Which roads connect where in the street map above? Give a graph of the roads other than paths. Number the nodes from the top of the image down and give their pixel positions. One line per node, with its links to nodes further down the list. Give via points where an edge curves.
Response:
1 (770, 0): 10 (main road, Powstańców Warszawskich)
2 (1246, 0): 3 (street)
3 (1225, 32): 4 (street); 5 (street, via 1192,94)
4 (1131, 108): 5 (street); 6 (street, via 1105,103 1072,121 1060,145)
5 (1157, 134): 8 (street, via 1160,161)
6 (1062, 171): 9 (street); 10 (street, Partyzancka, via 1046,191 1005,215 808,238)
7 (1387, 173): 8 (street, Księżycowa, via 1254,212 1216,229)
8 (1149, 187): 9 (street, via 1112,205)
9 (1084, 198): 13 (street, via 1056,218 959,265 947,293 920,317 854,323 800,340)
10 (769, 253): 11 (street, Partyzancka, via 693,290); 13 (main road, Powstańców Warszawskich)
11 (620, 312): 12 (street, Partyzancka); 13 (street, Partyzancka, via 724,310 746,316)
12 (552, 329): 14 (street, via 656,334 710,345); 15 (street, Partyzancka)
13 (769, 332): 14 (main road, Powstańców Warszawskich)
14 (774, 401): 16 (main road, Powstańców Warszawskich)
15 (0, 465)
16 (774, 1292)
****************************************
WORK TO BE COMPLETED
Provide an exact copy of all the material.

RESULT OF THIS TASK
Which roads connect where in the street map above? Give a graph of the roads other than paths. Number the nodes from the top of the image down and give their pixel positions. One line per node, with its links to nodes further down the list. Give via points where an edge curves.
Response:
1 (770, 0): 10 (main road, Powstańców Warszawskich)
2 (1246, 0): 3 (street)
3 (1225, 32): 4 (street); 5 (street, via 1192,94)
4 (1131, 108): 5 (street); 6 (street, via 1105,103 1072,121 1060,145)
5 (1157, 134): 8 (street, via 1160,161)
6 (1062, 171): 9 (street); 10 (street, Partyzancka, via 1046,191 1005,215 808,238)
7 (1387, 173): 8 (street, Księżycowa, via 1254,212 1216,229)
8 (1149, 187): 9 (street, via 1112,205)
9 (1084, 198): 13 (street, via 1056,218 959,265 947,293 920,317 854,323 800,340)
10 (769, 253): 11 (street, Partyzancka, via 693,290); 13 (main road, Powstańców Warszawskich)
11 (620, 312): 12 (street, Partyzancka); 13 (street, Partyzancka, via 724,310 746,316)
12 (552, 329): 14 (street, via 656,334 710,345); 15 (street, Partyzancka)
13 (769, 332): 14 (main road, Powstańców Warszawskich)
14 (774, 401): 16 (main road, Powstańców Warszawskich)
15 (0, 465)
16 (774, 1292)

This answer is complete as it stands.